🤖 AI Summary
Current neuromodulation techniques for primate ventral visual stream—particularly in inferotemporal (IT) cortex—are either invasive or lack spatial specificity, hindering causal interrogation of neural population dynamics.
Method: We propose a noninvasive, computationally driven visual perturbation paradigm: leveraging state-of-the-art ventral stream models, we invertibly design minimal, perceptually imperceptible image perturbations to selectively modulate targeted neuronal populations in IT while sparing neighboring units. This approach is integrated with chronic single-unit electrophysiology in macaques and a closed-loop validation framework.
Contribution/Results: We demonstrate, for the first time, precise, model-predicted injection of desired neural activity patterns into IT cortex *in vivo*. Empirical neural responses align closely with model predictions (Pearson’s *r* > 0.9), confirming high-fidelity causal control.
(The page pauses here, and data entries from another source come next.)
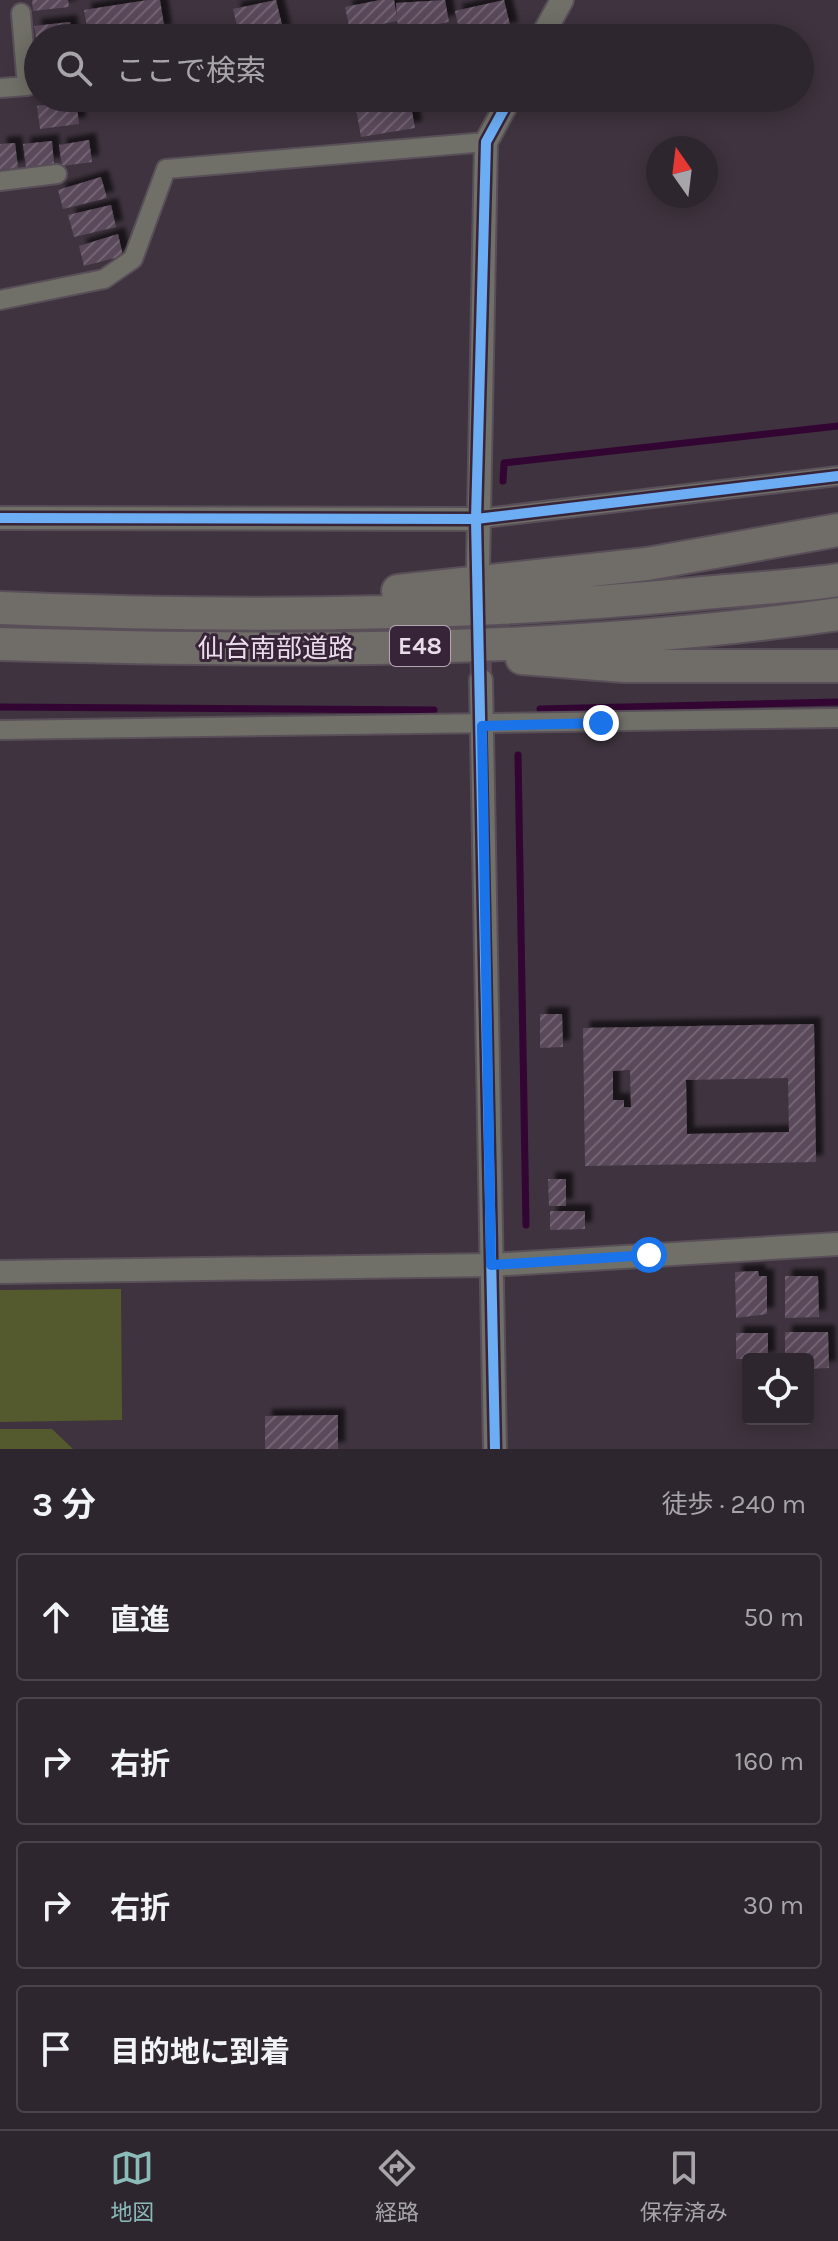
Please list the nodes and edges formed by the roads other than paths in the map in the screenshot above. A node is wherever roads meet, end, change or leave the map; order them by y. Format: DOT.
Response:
graph roads {
  1 [pos="562,0"];
  2 [pos="21,13"];
  3 [pos="549,24"];
  4 [pos="24,50"];
  5 [pos="24,86"];
  6 [pos="0,88"];
  7 [pos="502,112"];
  8 [pos="486,142"];
  9 [pos="57,174"];
  10 [pos="0,181"];
  11 [pos="0,300"];
  12 [pos="838,476"];
  13 [pos="0,518"];
  14 [pos="476,519"];
  15 [pos="838,530"];
  16 [pos="478,570"];
  17 [pos="838,580"];
  18 [pos="0,608"];
  19 [pos="107,613"];
  20 [pos="838,614"];
  21 [pos="0,644"];
  22 [pos="408,647"];
  23 [pos="838,666"];
  24 [pos="481,680"];
  25 [pos="838,718"];
  26 [pos="482,726"];
  27 [pos="0,730"];
  28 [pos="838,1244"];
  29 [pos="491,1265"];
  30 [pos="0,1272"];
  31 [pos="495,1449"];
  1 -- 3 [label="street"];
  2 -- 4 [label="street"];
  5 -- 6 [label="street"];
  7 -- 8 [label="street"];
  8 -- 11 [label="street"];
  8 -- 14 [label="street"];
  9 -- 10 [label="street"];
  12 -- 14 [label="street"];
  13 -- 14 [label="street"];
  14 -- 16 [label="street"];
  15 -- 19 [label="highway"];
  17 -- 19 [label="highway, 仙台南部道路 / E48"];
  18 -- 19 [label="highway, 仙台南部道路 / E48"];
  20 -- 22 [label="highway, 仙台南部道路 / E48"];
  21 -- 22 [label="highway, 仙台南部道路 / E48"];
  22 -- 23 [label="highway"];
  24 -- 26 [label="street"];
  25 -- 26 [label="street"];
  26 -- 27 [label="street"];
  26 -- 29 [label="street"];
  28 -- 29 [label="street"];
  29 -- 30 [label="street"];
  29 -- 31 [label="street"];
}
This establishes a novel, noninvasive paradigm for both brain–machine interfaces and causal circuit dissection in high-level visual processing.
📝 Abstract
Precise control of neural activity -- modulating target neurons deep in the brain while leaving nearby neurons unaffected -- is an outstanding challenge in neuroscience, generally achieved through invasive techniques. This study investigates the possibility of precisely and noninvasively modulating neural activity in the high-level primate ventral visual stream via perturbations on one's natural visual feed. When tested on macaque inferior temporal (IT) neural populations, we found quantitative agreement between the model-predicted and biologically realized effect: strong modulation concentrated on targeted neural sites. We extended this to demonstrate accurate injection of experimenter-chosen neural population patterns via subtle perturbations applied on the background of typical natural visual feeds. These results highlight that current machine-executable models of the ventral stream can now design noninvasive, visually-delivered, possibly imperceptible neural interventions at the resolution of individual neurons.